**Instructions to follow**.
All of the entries below are to be copied without any alteration.

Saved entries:
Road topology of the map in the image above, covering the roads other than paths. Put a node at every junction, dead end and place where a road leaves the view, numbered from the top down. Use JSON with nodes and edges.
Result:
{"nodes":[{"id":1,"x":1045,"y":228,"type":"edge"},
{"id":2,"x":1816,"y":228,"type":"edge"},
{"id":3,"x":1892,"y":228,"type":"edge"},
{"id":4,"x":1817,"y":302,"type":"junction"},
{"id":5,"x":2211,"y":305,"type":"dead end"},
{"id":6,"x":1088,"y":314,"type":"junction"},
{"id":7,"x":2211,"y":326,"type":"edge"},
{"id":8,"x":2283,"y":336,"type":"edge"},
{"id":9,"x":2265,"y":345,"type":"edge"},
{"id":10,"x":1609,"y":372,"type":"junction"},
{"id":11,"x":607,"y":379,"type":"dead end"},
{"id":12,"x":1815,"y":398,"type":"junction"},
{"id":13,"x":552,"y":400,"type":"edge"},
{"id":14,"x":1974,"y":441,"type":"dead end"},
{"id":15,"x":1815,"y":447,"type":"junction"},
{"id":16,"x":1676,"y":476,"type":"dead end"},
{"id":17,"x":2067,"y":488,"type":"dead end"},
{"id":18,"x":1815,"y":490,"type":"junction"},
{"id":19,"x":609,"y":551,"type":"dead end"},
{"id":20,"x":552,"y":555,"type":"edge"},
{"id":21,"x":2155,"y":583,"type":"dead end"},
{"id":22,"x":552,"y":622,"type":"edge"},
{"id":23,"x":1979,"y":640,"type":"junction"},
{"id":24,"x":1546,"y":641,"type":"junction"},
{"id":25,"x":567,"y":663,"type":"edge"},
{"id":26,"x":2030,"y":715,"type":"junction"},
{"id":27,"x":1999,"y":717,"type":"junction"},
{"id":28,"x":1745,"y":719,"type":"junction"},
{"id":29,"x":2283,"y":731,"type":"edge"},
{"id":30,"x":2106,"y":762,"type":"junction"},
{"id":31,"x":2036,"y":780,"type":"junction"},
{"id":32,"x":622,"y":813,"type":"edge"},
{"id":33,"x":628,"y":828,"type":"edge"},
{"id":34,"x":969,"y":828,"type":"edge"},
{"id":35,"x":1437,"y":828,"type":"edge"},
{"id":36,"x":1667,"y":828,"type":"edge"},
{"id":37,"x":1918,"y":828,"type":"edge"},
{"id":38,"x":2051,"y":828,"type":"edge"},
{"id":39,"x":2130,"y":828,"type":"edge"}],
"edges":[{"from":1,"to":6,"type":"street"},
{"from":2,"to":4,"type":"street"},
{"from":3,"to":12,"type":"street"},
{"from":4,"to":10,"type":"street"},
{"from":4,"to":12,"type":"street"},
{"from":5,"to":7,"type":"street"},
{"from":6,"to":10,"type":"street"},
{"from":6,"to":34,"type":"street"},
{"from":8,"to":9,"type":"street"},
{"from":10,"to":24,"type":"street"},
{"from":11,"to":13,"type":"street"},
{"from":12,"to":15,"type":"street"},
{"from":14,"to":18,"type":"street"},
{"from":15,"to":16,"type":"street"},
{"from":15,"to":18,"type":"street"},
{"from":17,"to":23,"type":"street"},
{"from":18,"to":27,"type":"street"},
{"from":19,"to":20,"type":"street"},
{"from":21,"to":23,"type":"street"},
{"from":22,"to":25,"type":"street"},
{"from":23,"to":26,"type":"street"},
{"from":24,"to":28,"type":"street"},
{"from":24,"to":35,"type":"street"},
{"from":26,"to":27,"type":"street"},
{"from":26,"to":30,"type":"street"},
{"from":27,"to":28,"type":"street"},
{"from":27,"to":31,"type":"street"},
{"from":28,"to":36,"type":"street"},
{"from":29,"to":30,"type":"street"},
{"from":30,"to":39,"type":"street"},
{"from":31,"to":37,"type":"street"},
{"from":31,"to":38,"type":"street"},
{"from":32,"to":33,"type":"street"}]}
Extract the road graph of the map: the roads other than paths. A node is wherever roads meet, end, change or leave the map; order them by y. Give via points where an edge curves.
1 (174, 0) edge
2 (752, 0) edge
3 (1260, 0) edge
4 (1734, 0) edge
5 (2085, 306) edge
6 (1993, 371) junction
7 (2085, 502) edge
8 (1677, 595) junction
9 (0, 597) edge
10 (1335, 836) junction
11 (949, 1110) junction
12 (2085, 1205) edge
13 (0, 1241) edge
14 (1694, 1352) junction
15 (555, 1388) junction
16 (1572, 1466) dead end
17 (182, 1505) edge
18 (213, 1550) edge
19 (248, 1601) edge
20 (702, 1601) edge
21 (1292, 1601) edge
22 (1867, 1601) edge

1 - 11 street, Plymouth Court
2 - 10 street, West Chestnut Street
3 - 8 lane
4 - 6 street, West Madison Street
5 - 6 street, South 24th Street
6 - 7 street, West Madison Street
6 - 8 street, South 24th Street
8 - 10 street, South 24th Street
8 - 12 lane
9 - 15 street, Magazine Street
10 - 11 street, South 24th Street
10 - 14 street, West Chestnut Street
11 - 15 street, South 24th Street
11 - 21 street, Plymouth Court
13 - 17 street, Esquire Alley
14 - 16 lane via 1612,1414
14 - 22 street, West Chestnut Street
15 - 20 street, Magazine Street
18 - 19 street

**Problem solution**.
Road topology of the map in the image above, covering the roads other than paths. Put a node at every junction, dead end and place where a road leaves the view, numbered from the top down. Use JSON with nodes and edges.
Result:
{"nodes":[{"id":1,"x":1045,"y":228,"type":"edge"},
{"id":2,"x":1816,"y":228,"type":"edge"},
{"id":3,"x":1892,"y":228,"type":"edge"},
{"id":4,"x":1817,"y":302,"type":"junction"},
{"id":5,"x":2211,"y":305,"type":"dead end"},
{"id":6,"x":1088,"y":314,"type":"junction"},
{"id":7,"x":2211,"y":326,"type":"edge"},
{"id":8,"x":2283,"y":336,"type":"edge"},
{"id":9,"x":2265,"y":345,"type":"edge"},
{"id":10,"x":1609,"y":372,"type":"junction"},
{"id":11,"x":607,"y":379,"type":"dead end"},
{"id":12,"x":1815,"y":398,"type":"junction"},
{"id":13,"x":552,"y":400,"type":"edge"},
{"id":14,"x":1974,"y":441,"type":"dead end"},
{"id":15,"x":1815,"y":447,"type":"junction"},
{"id":16,"x":1676,"y":476,"type":"dead end"},
{"id":17,"x":2067,"y":488,"type":"dead end"},
{"id":18,"x":1815,"y":490,"type":"junction"},
{"id":19,"x":609,"y":551,"type":"dead end"},
{"id":20,"x":552,"y":555,"type":"edge"},
{"id":21,"x":2155,"y":583,"type":"dead end"},
{"id":22,"x":552,"y":622,"type":"edge"},
{"id":23,"x":1979,"y":640,"type":"junction"},
{"id":24,"x":1546,"y":641,"type":"junction"},
{"id":25,"x":567,"y":663,"type":"edge"},
{"id":26,"x":2030,"y":715,"type":"junction"},
{"id":27,"x":1999,"y":717,"type":"junction"},
{"id":28,"x":1745,"y":719,"type":"junction"},
{"id":29,"x":2283,"y":731,"type":"edge"},
{"id":30,"x":2106,"y":762,"type":"junction"},
{"id":31,"x":2036,"y":780,"type":"junction"},
{"id":32,"x":622,"y":813,"type":"edge"},
{"id":33,"x":628,"y":828,"type":"edge"},
{"id":34,"x":969,"y":828,"type":"edge"},
{"id":35,"x":1437,"y":828,"type":"edge"},
{"id":36,"x":1667,"y":828,"type":"edge"},
{"id":37,"x":1918,"y":828,"type":"edge"},
{"id":38,"x":2051,"y":828,"type":"edge"},
{"id":39,"x":2130,"y":828,"type":"edge"}],
"edges":[{"from":1,"to":6,"type":"street"},
{"from":2,"to":4,"type":"street"},
{"from":3,"to":12,"type":"street"},
{"from":4,"to":10,"type":"street"},
{"from":4,"to":12,"type":"street"},
{"from":5,"to":7,"type":"street"},
{"from":6,"to":10,"type":"street"},
{"from":6,"to":34,"type":"street"},
{"from":8,"to":9,"type":"street"},
{"from":10,"to":24,"type":"street"},
{"from":11,"to":13,"type":"street"},
{"from":12,"to":15,"type":"street"},
{"from":14,"to":18,"type":"street"},
{"from":15,"to":16,"type":"street"},
{"from":15,"to":18,"type":"street"},
{"from":17,"to":23,"type":"street"},
{"from":18,"to":27,"type":"street"},
{"from":19,"to":20,"type":"street"},
{"from":21,"to":23,"type":"street"},
{"from":22,"to":25,"type":"street"},
{"from":23,"to":26,"type":"street"},
{"from":24,"to":28,"type":"street"},
{"from":24,"to":35,"type":"street"},
{"from":26,"to":27,"type":"street"},
{"from":26,"to":30,"type":"street"},
{"from":27,"to":28,"type":"street"},
{"from":27,"to":31,"type":"street"},
{"from":28,"to":36,"type":"street"},
{"from":29,"to":30,"type":"street"},
{"from":30,"to":39,"type":"street"},
{"from":31,"to":37,"type":"street"},
{"from":31,"to":38,"type":"street"},
{"from":32,"to":33,"type":"street"}]}
Extract the road graph of the map: the roads other than paths. A node is wherever roads meet, end, change or leave the map; order them by y. Give via points where an edge curves.
1 (174, 0) edge
2 (752, 0) edge
3 (1260, 0) edge
4 (1734, 0) edge
5 (2085, 306) edge
6 (1993, 371) junction
7 (2085, 502) edge
8 (1677, 595) junction
9 (0, 597) edge
10 (1335, 836) junction
11 (949, 1110) junction
12 (2085, 1205) edge
13 (0, 1241) edge
14 (1694, 1352) junction
15 (555, 1388) junction
16 (1572, 1466) dead end
17 (182, 1505) edge
18 (213, 1550) edge
19 (248, 1601) edge
20 (702, 1601) edge
21 (1292, 1601) edge
22 (1867, 1601) edge

1 - 11 street, Plymouth Court
2 - 10 street, West Chestnut Street
3 - 8 lane
4 - 6 street, West Madison Street
5 - 6 street, South 24th Street
6 - 7 street, West Madison Street
6 - 8 street, South 24th Street
8 - 10 street, South 24th Street
8 - 12 lane
9 - 15 street, Magazine Street
10 - 11 street, South 24th Street
10 - 14 street, West Chestnut Street
11 - 15 street, South 24th Street
11 - 21 street, Plymouth Court
13 - 17 street, Esquire Alley
14 - 16 lane via 1612,1414
14 - 22 street, West Chestnut Street
15 - 20 street, Magazine Street
18 - 19 street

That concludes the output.